● **Exercise**
Should an entry contain an image, omit it and repeat the rest exactly.

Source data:
----

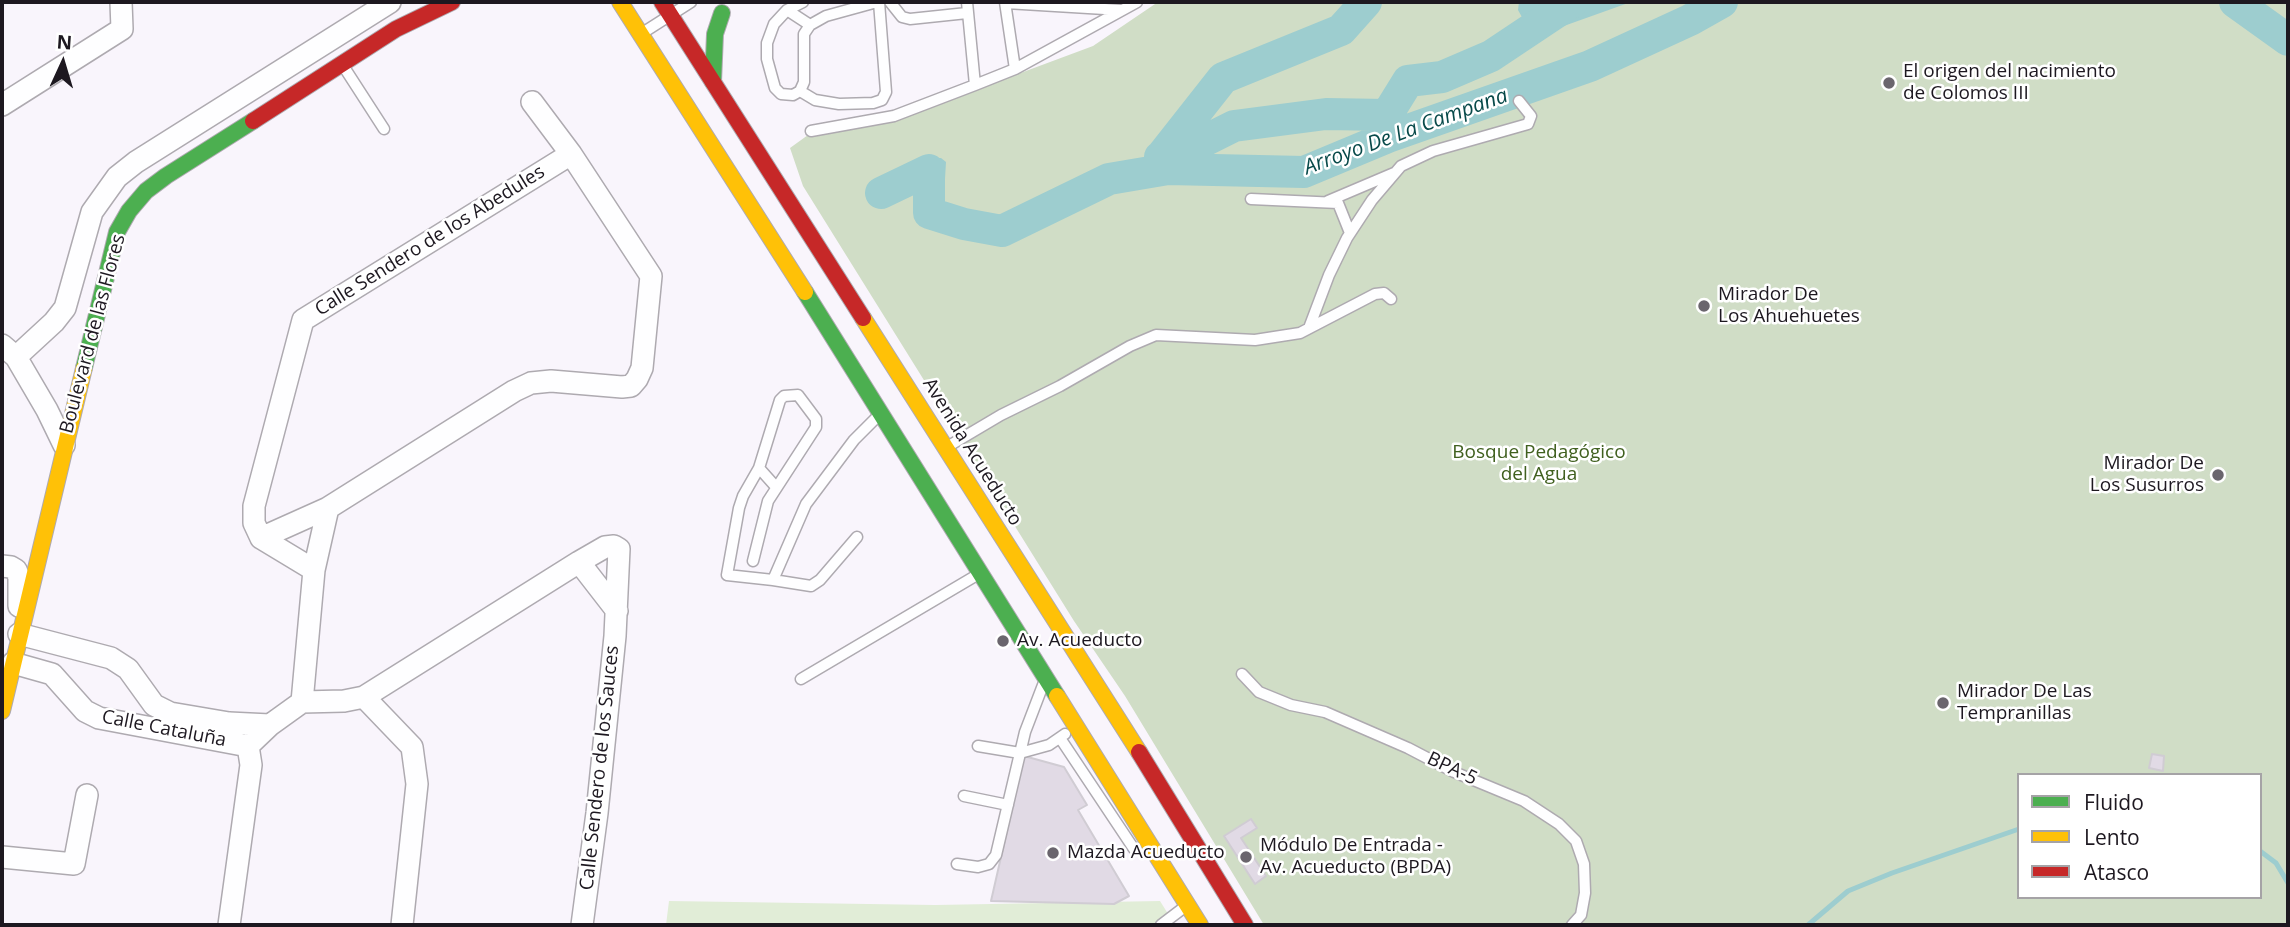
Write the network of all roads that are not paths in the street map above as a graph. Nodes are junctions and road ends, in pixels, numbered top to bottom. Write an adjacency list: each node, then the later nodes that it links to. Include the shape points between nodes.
1 (121, 2): 27 (street, via 122,29)
2 (390, 2): 19 (street, Boulevard de las Flores)
3 (452, 2): 20 (main road, Boulevard de las Flores, via 396,29)
4 (620, 2): 17 (main road, Avenida Acueducto)
5 (691, 2): 12 (lane)
6 (803, 2): 14 (lane)
7 (878, 2): 16 (lane); 24 (lane, via 886,92 882,100 839,104 815,100)
8 (890, 2): 11 (lane, via 902,17 910,19)
9 (1005, 2): 15 (lane); 21 (lane)
10 (1137, 2): 15 (lane)
11 (967, 8): 23 (lane)
12 (667, 9): 17 (lane); 18 (main road, Avenida Acueducto)
13 (726, 10): 18 (lane); 22 (main road, via 715,34)
14 (787, 10): 16 (lane); 24 (lane, via 774,24 767,59 781,94)
15 (1122, 10): 21 (lane)
16 (810, 25): 24 (lane, via 804,34)
17 (640, 34): 18 (main road, Avenida Acueducto)
18 (678, 40): 22 (main road, Avenida Acueducto); 38 (main road, Avenida Acueducto)
19 (314, 49): 20 (street); 37 (street, Boulevard de las Flores, via 117,177 92,212 65,308 54,322)
20 (335, 68): 28 (lane); 39 (main road, Boulevard de las Flores, via 166,176 129,211 117,232)
21 (1015, 69): 23 (lane)
22 (713, 82): 40 (main road, Avenida Acueducto)
23 (975, 85): 29 (lane, via 894,116)
24 (800, 91)
25 (1518, 101): 31 (lane, via 1531,116 1528,124 1433,151)
26 (532, 102): 30 (street)
27 (2, 105)
28 (384, 129)
29 (811, 131)
30 (570, 154): 43 (street, via 651,276 637,379 622,387 531,383); 45 (street, Calle Sendero de los Abedules, via 303,320 254,506 254,523)
31 (1396, 172): 33 (lane); 34 (lane)
32 (1251, 199): 33 (lane)
33 (1324, 203): 34 (lane, via 1338,203)
34 (1350, 233): 36 (lane)
35 (1391, 299): 36 (lane, via 1384,293 1375,294)
36 (1309, 328): 40 (lane, via 1255,340 1156,335)
37 (9, 351): 39 (street)
38 (880, 414): 50 (main road, Avenida Acueducto); 51 (lane, via 854,440 806,504)
39 (64, 445): 53 (main road, Boulevard de las Flores)
40 (945, 449): 67 (main road, Avenida Acueducto, via 1104,710)
41 (759, 468): 42 (lane); 42 (lane, via 780,400 798,395 816,419 816,427); 51 (lane, via 739,508 727,575)
42 (776, 487): 46 (lane)
43 (328, 508): 45 (street); 49 (street)
44 (857, 537): 51 (lane, via 811,586)
45 (261, 538): 49 (street)
46 (753, 561)
47 (579, 562): 52 (street); 52 (street, Calle Sendero de los Sauces, via 605,547 619,549); 58 (street, Calle Sendero de los Sauces)
48 (2, 566): 53 (street, via 16,570 19,577)
49 (314, 570): 59 (street)
50 (980, 573): 56 (lane); 57 (main road, Avenida Acueducto)
51 (773, 580)
52 (617, 611): 78 (street, Calle Sendero de los Sauces)
53 (20, 630): 54 (main road, Boulevard de las Flores); 62 (street, Calle Cataluña, via 111,658 128,668 154,705 170,713)
54 (13, 663): 60 (main road, Boulevard de las Flores); 64 (street, Calle Cataluña, via 52,674 85,711 99,718)
55 (1242, 674): 82 (lane, BPA-5, via 1259,692 1362,727 1524,801 1559,824 1576,841 1584,864 1581,915)
56 (801, 679)
57 (1045, 679): 61 (main road, Avenida Acueducto); 66 (lane)
58 (364, 697): 59 (street, Calle Sendero de los Sauces); 77 (street, via 412,747 417,784)
59 (302, 702): 62 (street)
60 (2, 711)
61 (1082, 722): 63 (lane); 67 (main road, Avenida Acueducto)
62 (270, 725): 64 (street)
63 (1060, 738): 66 (lane); 71 (lane)
64 (248, 746): 76 (street, via 251,765)
65 (978, 746): 66 (lane)
66 (1020, 753): 70 (lane)
67 (1116, 753): 75 (main road, Avenida Acueducto); 81 (main road, Avenida Acueducto)
68 (87, 795): 72 (street, via 74,864)
69 (964, 796): 70 (lane)
70 (1008, 805): 73 (lane, via 996,855 989,864)
71 (1139, 856)
72 (2, 857)
73 (957, 864)
74 (1162, 890): 75 (lane)
75 (1185, 901): 79 (lane); 80 (main road, Avenida Acueducto)
76 (229, 925)
77 (402, 925)
78 (582, 925)
79 (1161, 925)
80 (1200, 925)
81 (1245, 925)
82 (1572, 925)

----

● **Completed task**
Write the network of all roads that are not paths in the street map above as a graph. Nodes are junctions and road ends, in pixels, numbered top to bottom. Write an adjacency list: each node, then the later nodes that it links to. Include the shape points between nodes.
1 (121, 2): 27 (street, via 122,29)
2 (390, 2): 19 (street, Boulevard de las Flores)
3 (452, 2): 20 (main road, Boulevard de las Flores, via 396,29)
4 (620, 2): 17 (main road, Avenida Acueducto)
5 (691, 2): 12 (lane)
6 (803, 2): 14 (lane)
7 (878, 2): 16 (lane); 24 (lane, via 886,92 882,100 839,104 815,100)
8 (890, 2): 11 (lane, via 902,17 910,19)
9 (1005, 2): 15 (lane); 21 (lane)
10 (1137, 2): 15 (lane)
11 (967, 8): 23 (lane)
12 (667, 9): 17 (lane); 18 (main road, Avenida Acueducto)
13 (726, 10): 18 (lane); 22 (main road, via 715,34)
14 (787, 10): 16 (lane); 24 (lane, via 774,24 767,59 781,94)
15 (1122, 10): 21 (lane)
16 (810, 25): 24 (lane, via 804,34)
17 (640, 34): 18 (main road, Avenida Acueducto)
18 (678, 40): 22 (main road, Avenida Acueducto); 38 (main road, Avenida Acueducto)
19 (314, 49): 20 (street); 37 (street, Boulevard de las Flores, via 117,177 92,212 65,308 54,322)
20 (335, 68): 28 (lane); 39 (main road, Boulevard de las Flores, via 166,176 129,211 117,232)
21 (1015, 69): 23 (lane)
22 (713, 82): 40 (main road, Avenida Acueducto)
23 (975, 85): 29 (lane, via 894,116)
24 (800, 91)
25 (1518, 101): 31 (lane, via 1531,116 1528,124 1433,151)
26 (532, 102): 30 (street)
27 (2, 105)
28 (384, 129)
29 (811, 131)
30 (570, 154): 43 (street, via 651,276 637,379 622,387 531,383); 45 (street, Calle Sendero de los Abedules, via 303,320 254,506 254,523)
31 (1396, 172): 33 (lane); 34 (lane)
32 (1251, 199): 33 (lane)
33 (1324, 203): 34 (lane, via 1338,203)
34 (1350, 233): 36 (lane)
35 (1391, 299): 36 (lane, via 1384,293 1375,294)
36 (1309, 328): 40 (lane, via 1255,340 1156,335)
37 (9, 351): 39 (street)
38 (880, 414): 50 (main road, Avenida Acueducto); 51 (lane, via 854,440 806,504)
39 (64, 445): 53 (main road, Boulevard de las Flores)
40 (945, 449): 67 (main road, Avenida Acueducto, via 1104,710)
41 (759, 468): 42 (lane); 42 (lane, via 780,400 798,395 816,419 816,427); 51 (lane, via 739,508 727,575)
42 (776, 487): 46 (lane)
43 (328, 508): 45 (street); 49 (street)
44 (857, 537): 51 (lane, via 811,586)
45 (261, 538): 49 (street)
46 (753, 561)
47 (579, 562): 52 (street); 52 (street, Calle Sendero de los Sauces, via 605,547 619,549); 58 (street, Calle Sendero de los Sauces)
48 (2, 566): 53 (street, via 16,570 19,577)
49 (314, 570): 59 (street)
50 (980, 573): 56 (lane); 57 (main road, Avenida Acueducto)
51 (773, 580)
52 (617, 611): 78 (street, Calle Sendero de los Sauces)
53 (20, 630): 54 (main road, Boulevard de las Flores); 62 (street, Calle Cataluña, via 111,658 128,668 154,705 170,713)
54 (13, 663): 60 (main road, Boulevard de las Flores); 64 (street, Calle Cataluña, via 52,674 85,711 99,718)
55 (1242, 674): 82 (lane, BPA-5, via 1259,692 1362,727 1524,801 1559,824 1576,841 1584,864 1581,915)
56 (801, 679)
57 (1045, 679): 61 (main road, Avenida Acueducto); 66 (lane)
58 (364, 697): 59 (street, Calle Sendero de los Sauces); 77 (street, via 412,747 417,784)
59 (302, 702): 62 (street)
60 (2, 711)
61 (1082, 722): 63 (lane); 67 (main road, Avenida Acueducto)
62 (270, 725): 64 (street)
63 (1060, 738): 66 (lane); 71 (lane)
64 (248, 746): 76 (street, via 251,765)
65 (978, 746): 66 (lane)
66 (1020, 753): 70 (lane)
67 (1116, 753): 75 (main road, Avenida Acueducto); 81 (main road, Avenida Acueducto)
68 (87, 795): 72 (street, via 74,864)
69 (964, 796): 70 (lane)
70 (1008, 805): 73 (lane, via 996,855 989,864)
71 (1139, 856)
72 (2, 857)
73 (957, 864)
74 (1162, 890): 75 (lane)
75 (1185, 901): 79 (lane); 80 (main road, Avenida Acueducto)
76 (229, 925)
77 (402, 925)
78 (582, 925)
79 (1161, 925)
80 (1200, 925)
81 (1245, 925)
82 (1572, 925)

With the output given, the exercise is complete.